The Narey Precedent
The date is 18 June 1982. The venue is the Estadio Benito Villamarín, Seville. The minute is eighteen. David Narey receives the ball at the edge of the Brazil penalty area and strikes it first time, low and precise, into the bottom corner. Scotland lead Brazil 1-0 at a World Cup.
What happens next is documented. Jimmy Hill, working for BBC television, describes the goal as a toe poke. The description reaches Scottish households before the stadium noise has settled. Brazil score four times. Scotland exit the tournament.
This is the sequence. It is worth examining as a mechanism rather than a memory.
The goal itself was not ambiguous. Narey's contact is visible in the footage: the striking surface, the trajectory, the placement. The goal was the product of technique applied under pressure against the tournament's dominant side. What Hill's commentary introduced was not a correction but a reclassification — the quality of the action reframed as an accident of anatomy, the evidence of competence converted into evidence of its opposite.
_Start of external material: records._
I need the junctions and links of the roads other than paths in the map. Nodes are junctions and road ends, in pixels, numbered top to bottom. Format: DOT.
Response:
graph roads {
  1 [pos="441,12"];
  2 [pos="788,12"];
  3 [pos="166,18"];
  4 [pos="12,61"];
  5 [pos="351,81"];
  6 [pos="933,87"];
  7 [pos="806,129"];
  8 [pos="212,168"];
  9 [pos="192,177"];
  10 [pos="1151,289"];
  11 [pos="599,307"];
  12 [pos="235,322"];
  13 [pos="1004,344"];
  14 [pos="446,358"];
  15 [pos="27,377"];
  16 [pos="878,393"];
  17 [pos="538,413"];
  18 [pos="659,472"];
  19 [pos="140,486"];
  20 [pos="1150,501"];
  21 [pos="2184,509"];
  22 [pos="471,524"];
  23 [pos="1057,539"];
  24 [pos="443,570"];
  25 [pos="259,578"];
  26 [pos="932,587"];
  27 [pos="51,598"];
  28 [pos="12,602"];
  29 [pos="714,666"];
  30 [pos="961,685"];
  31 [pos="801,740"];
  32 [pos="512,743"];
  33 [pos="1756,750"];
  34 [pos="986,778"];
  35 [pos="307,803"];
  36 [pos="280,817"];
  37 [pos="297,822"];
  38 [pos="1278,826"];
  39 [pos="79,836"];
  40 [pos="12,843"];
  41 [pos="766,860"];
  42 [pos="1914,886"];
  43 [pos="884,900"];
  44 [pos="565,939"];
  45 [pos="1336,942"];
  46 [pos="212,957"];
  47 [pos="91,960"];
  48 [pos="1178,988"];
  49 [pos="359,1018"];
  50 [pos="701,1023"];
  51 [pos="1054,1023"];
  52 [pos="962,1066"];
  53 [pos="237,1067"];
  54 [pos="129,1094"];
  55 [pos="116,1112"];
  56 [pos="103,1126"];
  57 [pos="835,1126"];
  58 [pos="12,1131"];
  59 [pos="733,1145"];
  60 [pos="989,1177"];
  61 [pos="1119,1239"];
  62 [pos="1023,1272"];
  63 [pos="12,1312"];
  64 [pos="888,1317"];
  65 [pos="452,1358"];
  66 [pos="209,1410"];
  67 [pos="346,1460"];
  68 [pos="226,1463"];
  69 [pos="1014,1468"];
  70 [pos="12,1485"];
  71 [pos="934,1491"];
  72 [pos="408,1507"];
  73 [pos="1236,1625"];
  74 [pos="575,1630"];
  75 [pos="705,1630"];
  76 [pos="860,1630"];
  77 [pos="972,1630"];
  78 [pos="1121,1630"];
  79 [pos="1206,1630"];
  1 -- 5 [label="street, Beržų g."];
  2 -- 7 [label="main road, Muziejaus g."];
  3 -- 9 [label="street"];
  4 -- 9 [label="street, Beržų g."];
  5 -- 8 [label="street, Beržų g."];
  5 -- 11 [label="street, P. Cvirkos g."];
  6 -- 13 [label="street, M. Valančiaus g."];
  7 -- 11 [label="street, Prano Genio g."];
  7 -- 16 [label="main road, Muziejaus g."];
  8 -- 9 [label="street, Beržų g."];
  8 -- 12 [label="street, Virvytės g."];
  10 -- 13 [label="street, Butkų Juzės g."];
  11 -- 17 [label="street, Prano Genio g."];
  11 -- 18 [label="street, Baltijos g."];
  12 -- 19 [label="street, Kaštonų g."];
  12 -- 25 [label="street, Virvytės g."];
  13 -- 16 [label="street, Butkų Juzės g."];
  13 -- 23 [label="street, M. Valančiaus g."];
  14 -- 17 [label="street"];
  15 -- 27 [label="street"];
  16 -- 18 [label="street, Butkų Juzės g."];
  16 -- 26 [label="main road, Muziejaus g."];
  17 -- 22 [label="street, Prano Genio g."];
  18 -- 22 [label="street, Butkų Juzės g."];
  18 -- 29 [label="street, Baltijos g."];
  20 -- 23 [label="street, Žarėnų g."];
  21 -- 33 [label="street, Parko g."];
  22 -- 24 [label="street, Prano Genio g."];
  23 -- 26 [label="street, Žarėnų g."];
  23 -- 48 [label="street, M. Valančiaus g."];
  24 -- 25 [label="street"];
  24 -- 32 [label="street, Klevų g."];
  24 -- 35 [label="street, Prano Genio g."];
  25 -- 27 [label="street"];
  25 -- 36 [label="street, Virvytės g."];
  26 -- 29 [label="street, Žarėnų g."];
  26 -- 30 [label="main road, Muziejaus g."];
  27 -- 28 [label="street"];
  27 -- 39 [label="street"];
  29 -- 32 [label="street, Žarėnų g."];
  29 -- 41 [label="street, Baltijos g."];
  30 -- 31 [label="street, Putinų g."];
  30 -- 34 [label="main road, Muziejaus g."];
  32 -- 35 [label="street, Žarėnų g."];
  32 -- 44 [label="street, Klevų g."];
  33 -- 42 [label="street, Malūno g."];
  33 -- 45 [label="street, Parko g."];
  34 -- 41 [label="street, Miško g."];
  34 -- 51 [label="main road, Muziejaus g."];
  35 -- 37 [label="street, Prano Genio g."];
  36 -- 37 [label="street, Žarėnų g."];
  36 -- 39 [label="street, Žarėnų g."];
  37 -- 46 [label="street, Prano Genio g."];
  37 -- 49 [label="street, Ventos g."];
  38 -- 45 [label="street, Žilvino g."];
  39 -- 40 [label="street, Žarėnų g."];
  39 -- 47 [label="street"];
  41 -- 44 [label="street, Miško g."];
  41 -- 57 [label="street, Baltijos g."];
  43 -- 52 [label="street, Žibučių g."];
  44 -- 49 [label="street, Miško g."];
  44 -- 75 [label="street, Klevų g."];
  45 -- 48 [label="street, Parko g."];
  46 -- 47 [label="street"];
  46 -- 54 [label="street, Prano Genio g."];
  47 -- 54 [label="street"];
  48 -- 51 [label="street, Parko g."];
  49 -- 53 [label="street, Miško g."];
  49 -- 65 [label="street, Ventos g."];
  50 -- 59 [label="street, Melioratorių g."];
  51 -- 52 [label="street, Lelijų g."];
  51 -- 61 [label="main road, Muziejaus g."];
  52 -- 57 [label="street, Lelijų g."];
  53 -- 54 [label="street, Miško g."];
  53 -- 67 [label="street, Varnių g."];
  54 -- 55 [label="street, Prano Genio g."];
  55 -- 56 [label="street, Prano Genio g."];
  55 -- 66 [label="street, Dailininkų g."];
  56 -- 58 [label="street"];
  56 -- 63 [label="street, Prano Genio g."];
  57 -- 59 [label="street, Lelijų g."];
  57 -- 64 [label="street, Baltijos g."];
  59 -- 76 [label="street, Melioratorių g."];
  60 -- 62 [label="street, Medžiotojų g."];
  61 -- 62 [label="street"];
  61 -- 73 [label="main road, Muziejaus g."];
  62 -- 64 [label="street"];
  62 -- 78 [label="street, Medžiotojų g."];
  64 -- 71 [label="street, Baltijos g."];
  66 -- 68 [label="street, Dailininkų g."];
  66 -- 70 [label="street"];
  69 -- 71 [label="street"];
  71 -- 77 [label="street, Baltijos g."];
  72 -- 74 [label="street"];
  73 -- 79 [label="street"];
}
The 1978 campaign had already established that Scottish football could hold contradictory outcomes without resolving them: a 3-2 victory over Holland was absorbed into a group-stage elimination without either fact cancelling the other. The Narey match refined the available mechanism. Previously, a good result could coexist with a bad tournament. After 1982, a good action within a bad result could be retrospectively reassigned to the bad result's category.
Scotland have since played in nine World Cup finals campaigns, including 2026. The pattern identified in the raw evidence — unexpected competence, immediate reframing, comprehensive collapse — does not require the intervention of outside commentary to complete. The reframing mechanism has been sufficiently internalised that it now operates without external prompting. Scotland beat Haiti 1-0 in their opening Group C fixture. The description of that result in Scottish coverage carried the hedge before the margin did.
Scotland face Brazil at Hard Rock Stadium, Miami, on 24 June 2026. The fixture is not symbolic. It is the third match of Group C, which Scotland must win to have any meaningful prospect of advancing from a stage they have not cleared in eight previous appearances.
What the record shows is this: on 18 June 1982, Scotland scored a technically accomplished goal against Brazil in a World Cup match. The goal was described otherwise. The description persisted. Forty-four years later, the question of whether a Scottish action constitutes quality or its simulation remains, demonstrably, open.
The Narey precedent is not a grievance. It is a condition. The record notes it accordingly.